A year after the release of his long-awaited eponymous debut mixtape, Atlanta rapper Playboi Carti has returned to surprise the rap game with his follow-up debut album Die Lit. Its lengthy list of big-name features seems too good to be true at first glance, but the 19 tracks deliver on its promising track list, providing fans and doubters with multiple hits that make a strong case for the new wave of rappers led by Carti.
Rap music has been changing since 2015, with a general trend away from lyrical and musical extravagance and toward melody, vibe and minimalism. In the time since this transition, Carti has remained one of the most elusive members of this “new wave” of rappers; he infamously took several years to drop his debut tape Playboi Carti, the lead single of which, “Magnolia,” became a smash hit outside of the SoundCloud rap bubble, charting at No. 29 on the Billboard Hot 100.
Almost a year after the mixtape’s release, several of Carti’s songs leaked onto SoundCloud, leading fans to believe that new music was forthcoming. While a majority of the leaks remain unreleased, some of these tracks, including “Love Hurts” and “Choppa Won’t Miss,” made the final cut to the album. Then, on May 10, Carti suddenly announced Die Lit to drop on Interscope that same night.
What made Playboi Carti so hypnotically catchy is underscored in Die Lit: The repetitive drum patterns of executive and primary producer Pi’erre Bourne pair well with Carti’s redundant earworm ad-libs and refrains. Delivered over an ethereal beat, the “I’m on ‘em beans for the real / I’m on the lean for real” chorus of “Lean 4 Real” sounds like a fever dream in the best way possible.
Nicki Minaj-assisted “Poke It Out” also exemplifies the effectiveness of this deceptively simple formula. Despite the fact that Nicki Minaj says “Playboi” 21 times before her verse starts, she outshines Carti on his own track in a highlight feature. Guest feature Lil Uzi Vert owns the Maaly Raw-produced “Shoota,” which almost urges the listener to recreate Lil Uzi Vert’s trademark shoulder roll with its rattling drums and beautiful keys.
Critics of Carti and the “mumble-rap” umbrella that he finds himself in often cite a lack of substantive lyrical content as a common detriment to the music’s quality and enjoyability. On this project, Carti’s mix of ad-libs and substanceless bars proves that hip-hop is and always has been a genre based on defying convention and finding mass appeal in this deviation.

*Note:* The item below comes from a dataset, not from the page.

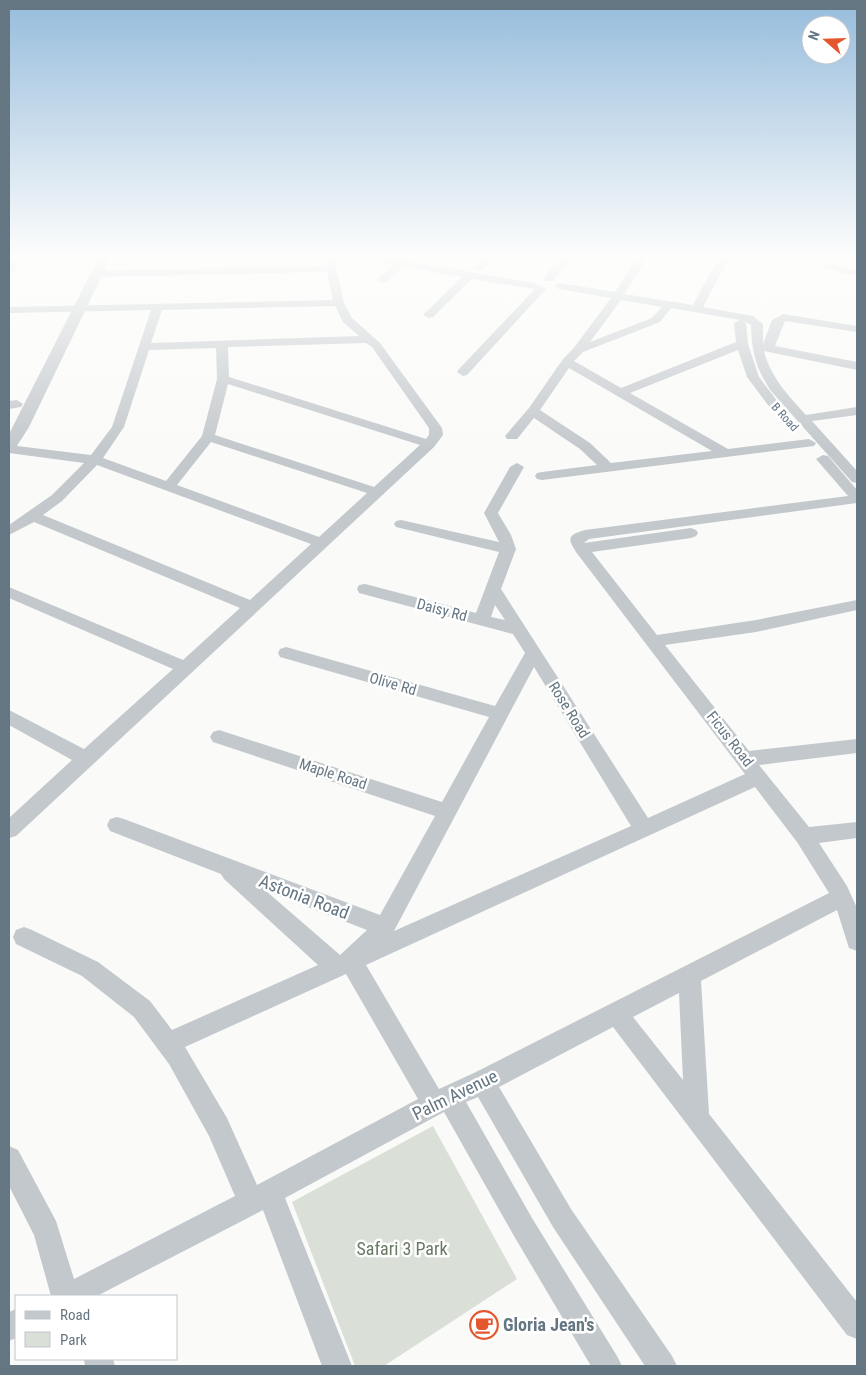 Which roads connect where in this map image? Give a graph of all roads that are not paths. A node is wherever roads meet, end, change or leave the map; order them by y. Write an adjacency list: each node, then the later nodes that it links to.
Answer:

The features on this project for the most part pan over well. Young Thug’s electrifying verse on “Choppa Won’t Miss” hark back to his Barter 6 days as he effortlessly floats over an instrumental that sounds like an alarm clock you don’t want to turn off.
In “Mileage,” “FlatBed Freestyle” and “R.I.P. Fredo,” Carti attempts to switch up his delivery by pitching his voice up, resulting in his voice sounding like baby talk. This is a major detriment to the album — it just doesn’t execute on Carti’s effort to break up the monotony, which was a primary criticism of the self-titled mixtape. He sounds much more at home on songs such as “Old Money” and “Foreign,” which feel like trademark Carti songs but suffer from the combination of indistinguishable beats and worn-out flows.
Evidently, where Die Lit stands out is in its bouncy, neck-breaking, car speaker-booming production. This is not necessarily a detriment or an affront to Carti, however — much of today’s new wave rap music is carried by the beats that skyrocket the songs into success. Bourne handles most of the album’s production for good reason: His pairing with Carti is a perfect fit throughout the project.
What distinguishes Carti from his peers is his ability to effortlessly switch up his flow, voice and ad-libs for each new song. Despite Carti’s blatantly repetitive style coming off as thoughtless, when it comes together with each song’s animated drums and synths, an enjoyable, contagious, attention-demanding project full of hits emerges.